Open b17jps1 opened 2 years ago

b17jps1 commented 2 years ago

I have installed Firedrake, PETSC, etc. The pyMMAopt test_compilance.py fails because np is undefined (python code is missing import numpy as np). I then discovered the tolerance was too tight for the solution in the test_compliance.py My question, how can I resolve the compliance testing with rtol=1e-5 ? What is causing the divergence? Is it HW/SW ? Is there some user parameter I can fiddle with to effect this behavior. Could it be a compiler optimization flag, or some other setting outside of pyMMAopt? Some setting in PETSC or firedrake itself?

assert np.allclose(final_cost_func, result, rtol=1e-5)

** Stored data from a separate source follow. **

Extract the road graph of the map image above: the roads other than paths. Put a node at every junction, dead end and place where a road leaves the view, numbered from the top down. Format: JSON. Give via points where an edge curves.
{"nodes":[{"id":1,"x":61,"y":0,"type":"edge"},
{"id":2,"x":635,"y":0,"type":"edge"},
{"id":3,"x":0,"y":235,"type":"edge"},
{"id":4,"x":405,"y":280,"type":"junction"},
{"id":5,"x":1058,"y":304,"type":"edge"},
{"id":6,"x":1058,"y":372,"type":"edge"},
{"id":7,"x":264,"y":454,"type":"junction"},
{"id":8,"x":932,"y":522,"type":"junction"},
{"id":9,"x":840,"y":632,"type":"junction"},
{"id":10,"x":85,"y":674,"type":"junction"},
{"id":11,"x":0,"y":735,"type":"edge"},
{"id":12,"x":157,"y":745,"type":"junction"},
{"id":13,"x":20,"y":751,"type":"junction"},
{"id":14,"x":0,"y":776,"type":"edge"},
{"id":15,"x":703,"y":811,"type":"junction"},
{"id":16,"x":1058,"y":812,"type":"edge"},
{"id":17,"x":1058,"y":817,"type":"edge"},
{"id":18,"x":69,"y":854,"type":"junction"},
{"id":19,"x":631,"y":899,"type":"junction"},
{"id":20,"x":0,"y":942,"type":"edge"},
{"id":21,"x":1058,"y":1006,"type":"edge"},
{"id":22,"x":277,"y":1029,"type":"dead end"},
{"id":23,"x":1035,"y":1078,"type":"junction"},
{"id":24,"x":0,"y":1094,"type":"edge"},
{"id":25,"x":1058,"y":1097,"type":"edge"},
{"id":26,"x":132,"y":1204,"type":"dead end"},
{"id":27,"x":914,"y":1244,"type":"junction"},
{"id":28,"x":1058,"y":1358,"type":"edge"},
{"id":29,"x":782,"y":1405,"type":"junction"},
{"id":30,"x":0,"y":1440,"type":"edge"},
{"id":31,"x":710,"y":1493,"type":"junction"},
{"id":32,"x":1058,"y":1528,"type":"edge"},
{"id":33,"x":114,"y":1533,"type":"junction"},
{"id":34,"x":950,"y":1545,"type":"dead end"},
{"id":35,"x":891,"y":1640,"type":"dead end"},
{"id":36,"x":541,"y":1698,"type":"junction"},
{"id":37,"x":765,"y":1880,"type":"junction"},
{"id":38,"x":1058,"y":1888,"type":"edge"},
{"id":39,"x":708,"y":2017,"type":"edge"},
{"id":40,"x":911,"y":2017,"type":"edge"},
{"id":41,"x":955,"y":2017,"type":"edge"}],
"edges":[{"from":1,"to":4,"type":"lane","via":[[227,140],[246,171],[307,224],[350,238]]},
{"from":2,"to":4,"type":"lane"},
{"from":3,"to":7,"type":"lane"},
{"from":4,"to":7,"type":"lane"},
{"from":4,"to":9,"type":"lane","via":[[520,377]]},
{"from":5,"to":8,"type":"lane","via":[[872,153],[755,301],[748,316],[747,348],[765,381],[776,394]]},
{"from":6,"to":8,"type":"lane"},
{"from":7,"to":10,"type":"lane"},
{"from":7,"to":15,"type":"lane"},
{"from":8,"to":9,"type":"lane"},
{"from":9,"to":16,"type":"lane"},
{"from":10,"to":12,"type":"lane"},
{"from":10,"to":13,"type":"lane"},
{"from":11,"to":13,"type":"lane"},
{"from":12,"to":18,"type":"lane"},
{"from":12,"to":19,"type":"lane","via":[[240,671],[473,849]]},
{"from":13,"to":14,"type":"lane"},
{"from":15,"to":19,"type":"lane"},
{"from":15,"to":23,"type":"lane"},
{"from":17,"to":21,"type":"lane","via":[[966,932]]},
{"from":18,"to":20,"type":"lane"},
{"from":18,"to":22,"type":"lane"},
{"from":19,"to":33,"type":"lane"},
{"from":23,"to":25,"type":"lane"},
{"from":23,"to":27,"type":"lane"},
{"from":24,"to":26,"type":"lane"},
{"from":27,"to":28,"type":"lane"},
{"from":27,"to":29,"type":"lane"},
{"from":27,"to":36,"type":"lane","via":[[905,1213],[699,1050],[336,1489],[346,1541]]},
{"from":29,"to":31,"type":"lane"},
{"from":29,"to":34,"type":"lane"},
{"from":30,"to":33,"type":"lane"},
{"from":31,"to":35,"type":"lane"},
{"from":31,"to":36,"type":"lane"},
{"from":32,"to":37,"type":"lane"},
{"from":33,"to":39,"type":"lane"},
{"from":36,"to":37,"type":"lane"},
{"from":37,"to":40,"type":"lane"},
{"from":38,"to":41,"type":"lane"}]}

The failure: (firedrake) [l1057678@rdhpc-n1 tests]$ python3 test_compliance.py firedrake:WARNING OMP_NUM_THREADS is not set or is set to a value greater than 1, we suggest setting OMP_NUM_THREADS=1 to improve performance

DOFS: 6262

Volume for MMA is: 29.99999999999996 Value: 3.0000000000000036, Constraint 14.999999999999797 rho0: 315.40116948173716, rhoi: [0.00666667] Value: 7.872595385768886, Constraint 14.999999999999797 condition: fapp -8755.864348772528, new_fval 131.2644884640787 Recalculating rho ... It: 21, obj: 7.3906379652341245 g[0]: -0.0007441687698033217 kkt: 0.123831 change: 0.304477 rel obj change: 0.005939 Time per iteration: 0.4173157215118408 Optimization finished with change: 0.30448 and iterations: 21 Traceback (most recent call last): File "test_compliance.py", line 134, in test_compliance("L2", 7.420380654729631) File "test_compliance.py", line 126, in test_compliance assert np.allclose(final_cost_func, result, rtol=1e-5) NameError: name 'np' is not defined

Adding in the missing import numpy as np We then find:

firedrake) [l1057678@rdhpc-n1 tests]$ python3 test_compliance.py firedrake:WARNING OMP_NUM_THREADS is not set or is set to a value greater than 1, we suggest setting OMP_NUM_THREADS=1 to improve performance

DOFS: 6262

Volume for MMA is: 29.99999999999996 Value: 3.0000000000000036, Constraint 14.999999999999797 rho0: 315.40116948173716, rhoi: [0.00666667] Value: 7.872595385768886, Constraint 14.999999999999797 condition: fapp -8755.864348772528, new_fval 131.2644884640787 Recalculating rho … It: 21, obj: 7.3906379652341245 g[0]: -0.0007441687698033217 kkt: 0.123831 change: 0.304477 rel obj change: 0.005939 Time per iteration: 0.5018701553344727 Optimization finished with change: 0.30448 and iterations: 21 Traceback (most recent call last): File "test_compliance.py", line 134, in test_compliance("L2", 7.420380654729631) File "test_compliance.py", line 127, in test_compliance assert np.allclose(final_cost_func, result, rtol=1e-5) AssertionError

I then experimented with changing the tolerance from 1e-5 -> 1e-2

#assert np.allclose(final_cost_func, result, rtol=1e-5)

assert np.allclose(final_cost_func, result, rtol=1e-2)

(firedrake) [l1057678@rdhpc-n1 tests]$ python3 test_compliance.py

firedrake:WARNING OMP_NUM_THREADS is not set or is set to a value greater than 1, we suggest setting OMP_NUM_THREADS=1 to improve performance

DOFS: 6262

Volume for MMA is: 29.99999999999996 Value: 3.0000000000000036, Constraint 14.999999999999797 rho0: 315.40116948173716, rhoi: [0.00666667] Value: 7.872595385768886, Constraint 14.999999999999797 condition: fapp -8755.864348772528, new_fval 131.2644884640787 Recalculating rho … It: 21, obj: 7.3906379652341245 g[0]: -0.0007441687698033217 kkt: 0.123831 change: 0.304477 rel obj change: 0.005939 Time per iteration: 0.438732385635376 Optimization finished with change: 0.30448 and iterations: 21

salazardetroya commented 2 years ago

Yes, the tolerance might be very tight. This test is too general and was the first thing I came up with to test the overall algorithm. Maybe I should change it to test the change in a single iteration, where the divergence in the obtained values will be lower. The problem is very nonlinear and any little difference in the initial digits can lead to larger errors as the iterations progress.